Saturday, January 24, 2015

What Ants Can Teach Us About Avoiding Traffic Jams

A physicist at the Indian Institute of Space Science and Technology has developed a model that could explain how ants handle traffic congestion better than humans.

Above: Ants march across a fallen tree in Tanjung Puting National Park, West Kalimantan, Indonesia | Photo by Daniel Murdiyarso for Center for International Forestry Research (CIFOR) | CC BY-NC-ND 2.0

Physicist Apoorva Nagar came up with his model after he read a study that showed ants can maintain a steady flow of traffic, even as the number of ants along a path increases. His model adds to the growing list of physical and mathematical theories that attempt to explain traffic jams and curb their emergence. Here's Joe Palca for NPR:

Nagar says there are three main reasons ants don't jam up. No. 1, ants don't have egos. They don't show off by zooming past people.

"The second thing is, they do not mind a few accidents or collisions," say Nagar. So unless there's a serious pileup, they just keep going.

The third reason, he says, is that ants seem to get more disciplined when paths get crowded, running in straighter lines and varying their speed less. They're less likely to make unexpected moves in this sort of heavy traffic. It's the kind of steady control you see when a computer, rather than a human, is controlling a car. There's less variability unless it's absolutely called for.
While we can't exactly have people bumping into one another on the highway, there is evidence that self-driving and connected cars could go a long way in reducing highway congestion.

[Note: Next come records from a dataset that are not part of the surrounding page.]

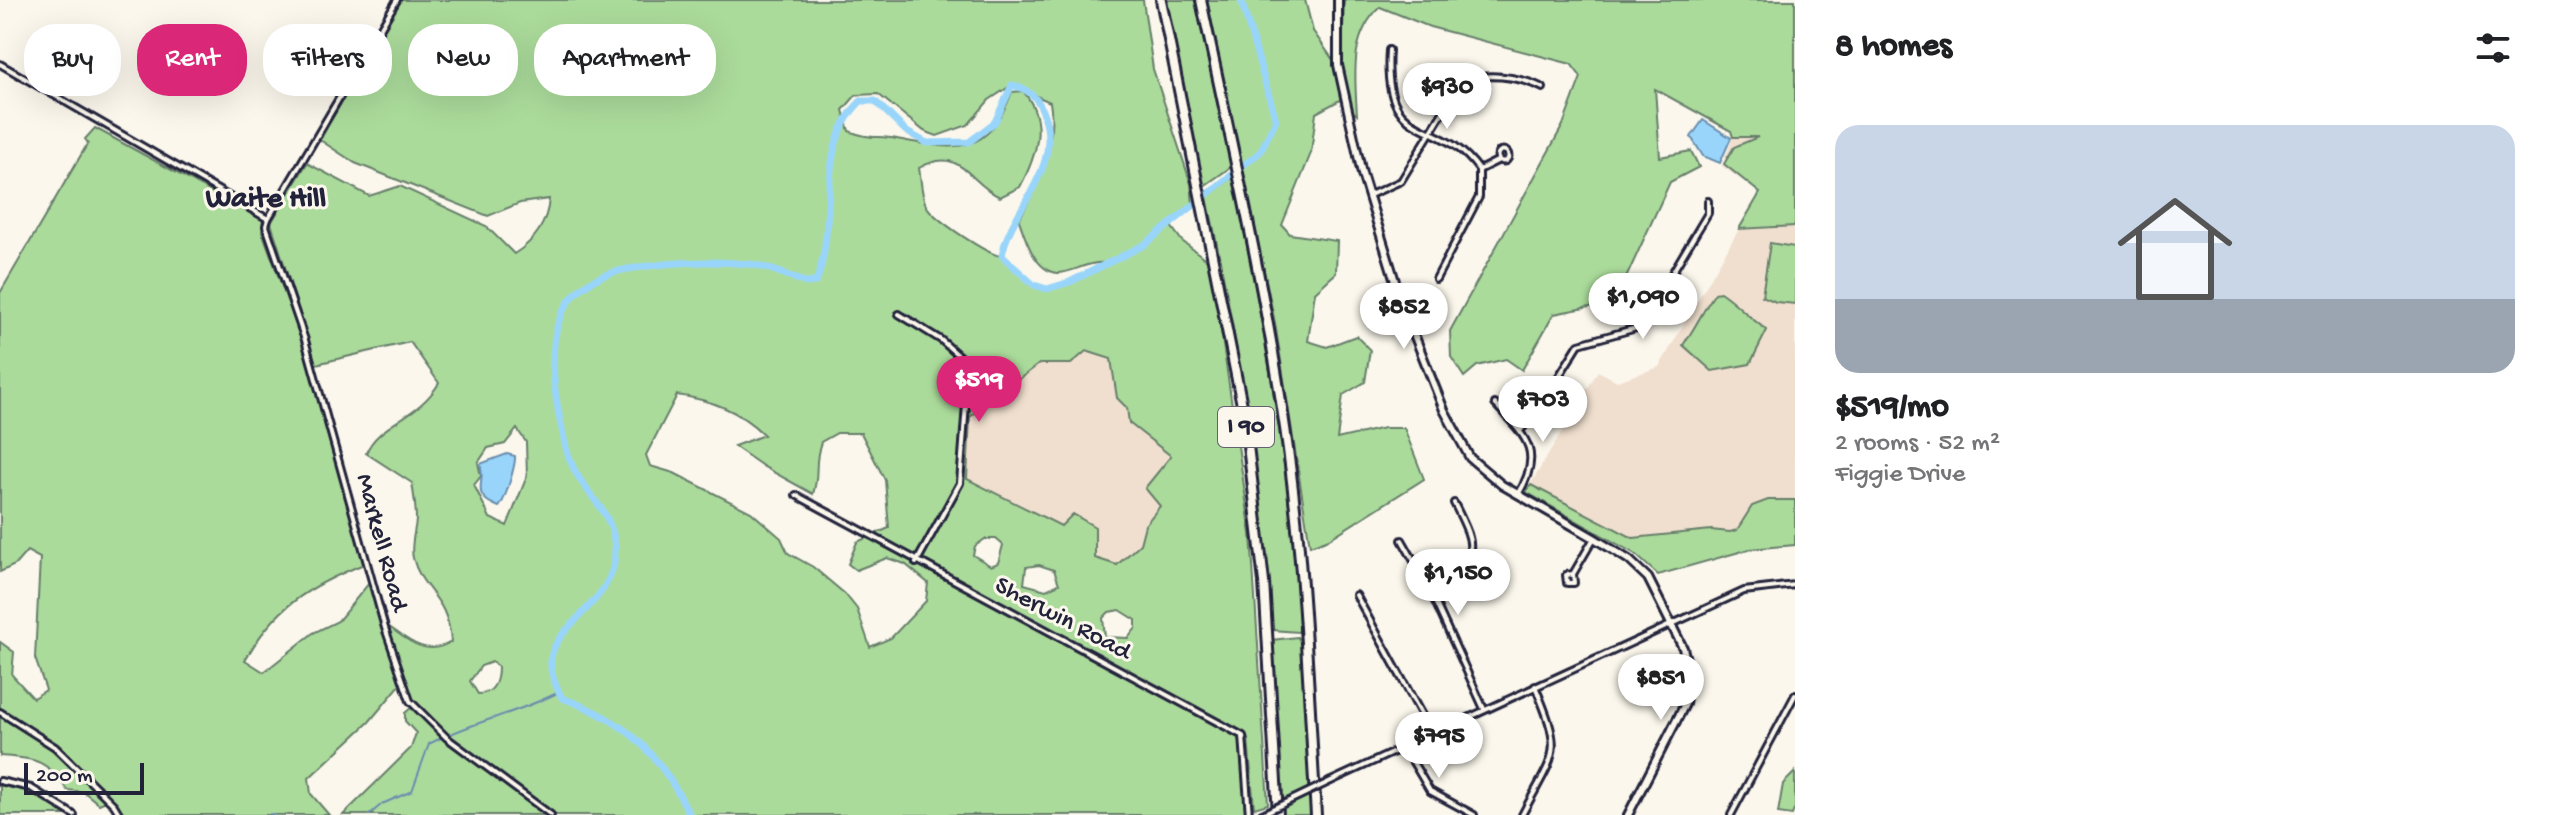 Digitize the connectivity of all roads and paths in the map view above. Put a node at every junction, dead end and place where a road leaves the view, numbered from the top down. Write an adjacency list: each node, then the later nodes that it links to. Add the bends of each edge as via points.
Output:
1 (397, 0): 13 (street)
2 (1161, 0): 41 (highway, I 90, via 1255,487)
3 (1201, 0): 42 (highway, I 90, via 1277,380 1296,514)
4 (1338, 0): 11 (main road, via 1340,76)
5 (1389, 50): 8 (street, via 1388,82 1395,108)
6 (0, 64): 13 (street)
7 (1543, 88): 8 (street, via 1490,77 1467,80 1454,90)
8 (1429, 133): 10 (street, via 1465,153); 11 (street, via 1401,181)
9 (1499, 160): 10 (street)
10 (1479, 170): 14 (street, via 1479,197)
11 (1368, 196): 19 (main road, via 1402,304 1444,410 1470,458)
12 (1708, 201): 17 (street, via 1708,213 1650,315 1631,332 1579,344)
13 (268, 219): 38 (street, Markell Road, via 410,701 447,738)
14 (1436, 279)
15 (899, 314): 23 (street, via 959,356 968,378 960,483)
16 (1495, 404): 17 (street)
17 (1520, 431): 19 (street, via 1532,452 1532,464)
18 (796, 495): 23 (street, Sherwin Road)
19 (1518, 495): 21 (main road)
20 (1454, 503): 25 (street, via 1472,537 1471,552)
21 (1594, 538): 24 (street); 28 (main road, via 1648,578)
22 (1402, 540): 25 (street)
23 (916, 563): 39 (street, Sherwin Road, via 1243,736)
24 (1573, 574)
25 (1427, 584): 31 (street)
26 (1795, 585): 28 (street, via 1744,591)
27 (1356, 595): 33 (street)
28 (1672, 624): 29 (street); 45 (main road, via 1689,672 1685,704)
29 (1535, 686): 31 (street); 44 (street, via 1555,746)
30 (1795, 695): 46 (street)
31 (1484, 709): 33 (street)
32 (0, 712): 37 (street, via 55,747)
33 (1431, 732): 34 (street)
34 (1404, 746): 40 (street, bridge); 43 (street, via 1430,791)
35 (0, 781): 36 (street, via 31,788)
36 (74, 815)
37 (120, 815)
38 (551, 815)
39 (1249, 815)
40 (1260, 815)
41 (1278, 815)
42 (1316, 815)
43 (1474, 815)
44 (1522, 815)
45 (1628, 815)
46 (1731, 815)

Palca also add that the extent to which marching ants are better than driving humans at avoiding traffic jams is a little unclearin the first place. "Nagar is a physicist, not an ant man," he hedges. "I've talked with ant researchers who say that, for at least some species of ants, one will overtake another on the ant highway. And when the volume of ants is high enough, ants do jam up."

Still, you've gotta hand it to ants on the collective-intelligence front. If their marching skills are anything like their capacity for teamwork, we could probably stand to learn something from them.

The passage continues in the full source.